Some questions simply cannot be answered. We really do not know whether, in fact, ubiquitous high speed internet "causes" economic growth, though everybody acts as though that were the case. We do not know whether high speed access helps grow incomes, or whether higher incomes lead to high speed access adoption.
Although the common carrier rules were levied in 2015, industry observers had been expecting those rules for some time, causing investment hesitance, it is argued. That also is hard to know for certain.
The point is that a number of drivers exist for capital investment decisions. It is hard to isolate the impact of common carrier regulations from the rest of the considerations. And it is impossible to determine what might have happened, had the rules not been in place.
Likewise, it remains difficult to assess what impact common carrier rules had on capital spending. You might argue it is a simple exercise: simply add up the numbers. So some make the argument that overall investment was, in fact, not lessened by common carrier regulation.
Others would argue that investment grew in some segments, declined elsewhere, but would likely have been higher if common carrier rules were not in place.
Some might note that there also are other important drivers of behavior, aside from the rules, as well.
Although the common carrier rules were levied in 2015, industry observers had been expecting those rules for some time, causing investment hesitance, it is argued. That also is hard to know for certain.
It might be reasonable to argue that expectations matter. It is logical to invest more heavily when a market with good profit margin is growing; less logical when markets are declining and have poorer prospects. It is logical to invest more when there is a guaranteed rate of return; less logical to invest heavily when markets are competitive.
It is logical to invest more heavily when there is a chance to significantly take market share; the opposite stance being logical when, despite investment, share might still be lost.
So it can be argued that there are clearly different dynamics at play in the U.S. mobile, fixed and cable TV segments, not a single trend.
At a high level, mobility capex tended to grow (growth was possible and competition increasing, so there was an investment push and a pull); fixed network capex was flat to declining (unclear whether revenue would increase, even if the investments were made); and cable TV capex was up slightly (cable could see a way to take a clear lead, and was gaining market share).
As a background trend, global telecom capital investment levels have been flat or declining since about 2000.
Further, investment sometimes is driven by reasons other than immediate expected return. In other words, investment might have been driven, in the current period, by considerations other than the common carrier rules.
I remember well being told, off the record, by a fixed network telecom executive, that the fiber ot home decision was, in fact, not driven by the usual investment considerations (invest A, earn a 20-percent return above return of capital) but by strategic concerns.
In other words, “we are investing to keep our business,” and not because the financial return really was expected to be positive in the normal sense.

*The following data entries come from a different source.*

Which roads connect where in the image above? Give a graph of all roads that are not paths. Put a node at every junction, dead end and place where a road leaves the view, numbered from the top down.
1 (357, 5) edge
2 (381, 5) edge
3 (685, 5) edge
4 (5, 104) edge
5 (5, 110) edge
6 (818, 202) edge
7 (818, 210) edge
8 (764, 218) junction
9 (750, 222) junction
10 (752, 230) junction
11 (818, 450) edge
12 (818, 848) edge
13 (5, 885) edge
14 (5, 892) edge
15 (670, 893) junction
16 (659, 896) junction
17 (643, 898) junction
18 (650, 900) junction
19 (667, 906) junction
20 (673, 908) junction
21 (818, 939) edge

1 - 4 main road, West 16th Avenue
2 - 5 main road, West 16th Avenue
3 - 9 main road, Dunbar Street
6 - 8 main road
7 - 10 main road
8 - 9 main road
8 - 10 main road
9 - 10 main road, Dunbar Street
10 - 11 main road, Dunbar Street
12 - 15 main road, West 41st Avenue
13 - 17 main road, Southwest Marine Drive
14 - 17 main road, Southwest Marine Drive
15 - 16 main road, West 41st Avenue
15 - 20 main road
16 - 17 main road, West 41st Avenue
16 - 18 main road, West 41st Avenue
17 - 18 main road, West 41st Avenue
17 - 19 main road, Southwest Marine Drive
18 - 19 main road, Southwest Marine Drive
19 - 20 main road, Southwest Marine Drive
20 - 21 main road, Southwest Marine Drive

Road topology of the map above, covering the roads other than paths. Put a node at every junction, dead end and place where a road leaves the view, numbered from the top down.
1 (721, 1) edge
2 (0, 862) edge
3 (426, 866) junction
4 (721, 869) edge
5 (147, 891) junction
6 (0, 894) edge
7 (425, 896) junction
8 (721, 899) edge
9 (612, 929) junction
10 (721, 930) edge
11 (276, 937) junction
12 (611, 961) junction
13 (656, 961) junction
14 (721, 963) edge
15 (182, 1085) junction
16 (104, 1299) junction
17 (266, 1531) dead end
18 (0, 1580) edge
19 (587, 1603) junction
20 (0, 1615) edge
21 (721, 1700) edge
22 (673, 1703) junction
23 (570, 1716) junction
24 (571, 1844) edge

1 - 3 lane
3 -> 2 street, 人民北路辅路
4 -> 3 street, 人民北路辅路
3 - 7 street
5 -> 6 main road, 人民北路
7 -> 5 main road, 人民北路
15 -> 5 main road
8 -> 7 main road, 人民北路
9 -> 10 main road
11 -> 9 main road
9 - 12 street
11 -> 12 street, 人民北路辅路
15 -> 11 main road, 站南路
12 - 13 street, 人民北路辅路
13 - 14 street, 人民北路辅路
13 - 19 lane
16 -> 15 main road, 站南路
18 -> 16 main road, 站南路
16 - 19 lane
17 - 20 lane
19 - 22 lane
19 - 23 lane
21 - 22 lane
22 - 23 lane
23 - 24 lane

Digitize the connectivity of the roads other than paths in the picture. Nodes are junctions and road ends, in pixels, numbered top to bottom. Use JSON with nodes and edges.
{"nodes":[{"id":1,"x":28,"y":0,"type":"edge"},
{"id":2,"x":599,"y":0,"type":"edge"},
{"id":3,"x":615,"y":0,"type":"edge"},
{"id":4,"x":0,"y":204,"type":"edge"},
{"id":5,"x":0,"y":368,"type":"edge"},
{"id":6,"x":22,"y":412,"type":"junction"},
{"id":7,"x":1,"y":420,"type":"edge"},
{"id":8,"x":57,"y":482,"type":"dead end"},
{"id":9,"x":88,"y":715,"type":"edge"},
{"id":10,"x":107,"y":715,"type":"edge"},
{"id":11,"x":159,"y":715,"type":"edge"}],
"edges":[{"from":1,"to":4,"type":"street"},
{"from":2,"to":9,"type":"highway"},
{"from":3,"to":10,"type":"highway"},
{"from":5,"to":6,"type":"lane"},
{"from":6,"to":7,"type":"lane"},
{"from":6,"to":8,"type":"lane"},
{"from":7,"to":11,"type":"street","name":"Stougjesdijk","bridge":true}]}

Given the heightened levels of telecom industry competition, some decisions were driven by competitive issues unrelated to common carrier rules, and, again, might well have been higher in the absence of the rules.
The point is that a number of drivers exist for capital investment decisions. It is hard to isolate the impact of common carrier regulations from the rest of the considerations. And it is impossible to determine what might have happened, had the rules not been in place.